Take each line in the entries below that holds "East" and show it.

Task inputs:
[Start of Attachment]

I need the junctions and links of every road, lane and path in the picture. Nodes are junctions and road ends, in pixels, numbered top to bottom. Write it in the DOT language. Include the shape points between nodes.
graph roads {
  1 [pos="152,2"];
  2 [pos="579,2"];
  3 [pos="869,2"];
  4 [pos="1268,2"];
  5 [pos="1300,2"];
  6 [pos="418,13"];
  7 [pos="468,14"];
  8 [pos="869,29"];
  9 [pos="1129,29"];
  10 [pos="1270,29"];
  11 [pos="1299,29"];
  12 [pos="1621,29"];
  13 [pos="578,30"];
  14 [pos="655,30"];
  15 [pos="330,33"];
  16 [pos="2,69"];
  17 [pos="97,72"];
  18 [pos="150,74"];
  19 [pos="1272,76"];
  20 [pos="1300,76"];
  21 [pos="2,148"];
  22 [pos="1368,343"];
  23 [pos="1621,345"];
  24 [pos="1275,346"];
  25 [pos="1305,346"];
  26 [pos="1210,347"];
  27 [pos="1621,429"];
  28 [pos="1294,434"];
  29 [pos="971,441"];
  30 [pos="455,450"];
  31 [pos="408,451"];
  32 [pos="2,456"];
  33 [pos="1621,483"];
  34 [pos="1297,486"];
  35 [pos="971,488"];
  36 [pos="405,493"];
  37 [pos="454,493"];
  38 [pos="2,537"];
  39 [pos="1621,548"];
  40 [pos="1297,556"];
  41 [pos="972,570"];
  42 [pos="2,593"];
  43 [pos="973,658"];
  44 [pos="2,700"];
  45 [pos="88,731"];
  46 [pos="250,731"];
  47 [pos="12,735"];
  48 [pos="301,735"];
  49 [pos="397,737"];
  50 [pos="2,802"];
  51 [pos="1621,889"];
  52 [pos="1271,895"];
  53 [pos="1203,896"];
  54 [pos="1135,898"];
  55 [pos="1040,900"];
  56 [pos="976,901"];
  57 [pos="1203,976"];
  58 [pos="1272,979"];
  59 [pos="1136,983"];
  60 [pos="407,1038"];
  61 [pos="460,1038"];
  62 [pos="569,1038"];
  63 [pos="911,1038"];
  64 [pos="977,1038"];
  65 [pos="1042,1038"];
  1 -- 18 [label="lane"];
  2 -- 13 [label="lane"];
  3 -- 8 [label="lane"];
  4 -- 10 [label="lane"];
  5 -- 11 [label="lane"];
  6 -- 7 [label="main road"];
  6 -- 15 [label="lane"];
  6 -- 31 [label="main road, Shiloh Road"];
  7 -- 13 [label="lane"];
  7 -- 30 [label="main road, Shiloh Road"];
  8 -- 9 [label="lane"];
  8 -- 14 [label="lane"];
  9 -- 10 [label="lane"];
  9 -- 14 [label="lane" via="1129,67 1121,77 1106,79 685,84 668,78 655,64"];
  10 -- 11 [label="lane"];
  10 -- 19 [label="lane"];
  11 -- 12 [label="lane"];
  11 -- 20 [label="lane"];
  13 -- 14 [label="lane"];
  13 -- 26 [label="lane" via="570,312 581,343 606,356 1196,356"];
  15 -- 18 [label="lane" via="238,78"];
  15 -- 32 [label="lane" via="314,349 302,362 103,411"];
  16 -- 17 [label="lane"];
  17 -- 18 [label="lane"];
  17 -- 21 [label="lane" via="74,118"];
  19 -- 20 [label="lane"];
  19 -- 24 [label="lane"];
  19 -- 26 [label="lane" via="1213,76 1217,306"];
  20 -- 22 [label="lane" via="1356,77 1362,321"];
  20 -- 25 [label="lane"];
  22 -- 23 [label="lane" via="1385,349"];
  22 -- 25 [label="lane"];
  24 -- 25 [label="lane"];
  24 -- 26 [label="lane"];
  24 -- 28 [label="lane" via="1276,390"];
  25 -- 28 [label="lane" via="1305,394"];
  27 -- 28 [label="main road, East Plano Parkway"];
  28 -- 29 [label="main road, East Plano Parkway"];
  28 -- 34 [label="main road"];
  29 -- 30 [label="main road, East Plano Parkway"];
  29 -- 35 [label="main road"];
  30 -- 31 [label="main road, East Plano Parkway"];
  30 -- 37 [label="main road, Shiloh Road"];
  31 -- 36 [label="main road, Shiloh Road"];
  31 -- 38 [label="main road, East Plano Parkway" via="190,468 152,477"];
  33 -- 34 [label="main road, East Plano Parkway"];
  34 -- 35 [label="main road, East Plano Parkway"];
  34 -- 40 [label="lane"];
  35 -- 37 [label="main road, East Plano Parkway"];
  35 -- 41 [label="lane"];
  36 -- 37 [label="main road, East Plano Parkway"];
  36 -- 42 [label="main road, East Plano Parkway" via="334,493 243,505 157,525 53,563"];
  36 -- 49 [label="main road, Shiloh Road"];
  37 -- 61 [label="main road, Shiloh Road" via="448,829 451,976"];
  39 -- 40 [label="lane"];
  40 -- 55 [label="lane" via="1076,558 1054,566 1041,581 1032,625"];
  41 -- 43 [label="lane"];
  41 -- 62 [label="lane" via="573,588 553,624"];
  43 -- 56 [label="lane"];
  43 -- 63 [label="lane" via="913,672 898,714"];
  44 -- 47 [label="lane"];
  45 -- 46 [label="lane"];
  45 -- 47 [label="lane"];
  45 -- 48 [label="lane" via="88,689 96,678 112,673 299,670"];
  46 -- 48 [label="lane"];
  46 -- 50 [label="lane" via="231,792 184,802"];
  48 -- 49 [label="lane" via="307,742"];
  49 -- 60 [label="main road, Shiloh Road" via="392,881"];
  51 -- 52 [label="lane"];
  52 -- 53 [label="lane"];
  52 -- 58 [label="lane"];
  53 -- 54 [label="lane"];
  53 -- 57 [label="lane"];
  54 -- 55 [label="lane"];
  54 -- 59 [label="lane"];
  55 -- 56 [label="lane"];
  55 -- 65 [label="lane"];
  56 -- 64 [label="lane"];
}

[End of Attachment]

Expected output:
  27 -- 28 [label="main road, East Plano Parkway"];
  28 -- 29 [label="main road, East Plano Parkway"];
  29 -- 30 [label="main road, East Plano Parkway"];
  30 -- 31 [label="main road, East Plano Parkway"];
  31 -- 38 [label="main road, East Plano Parkway" via="190,468 152,477"];
  33 -- 34 [label="main road, East Plano Parkway"];
  34 -- 35 [label="main road, East Plano Parkway"];
  35 -- 37 [label="main road, East Plano Parkway"];
  36 -- 37 [label="main road, East Plano Parkway"];
  36 -- 42 [label="main road, East Plano Parkway" via="334,493 243,505 157,525 53,563"];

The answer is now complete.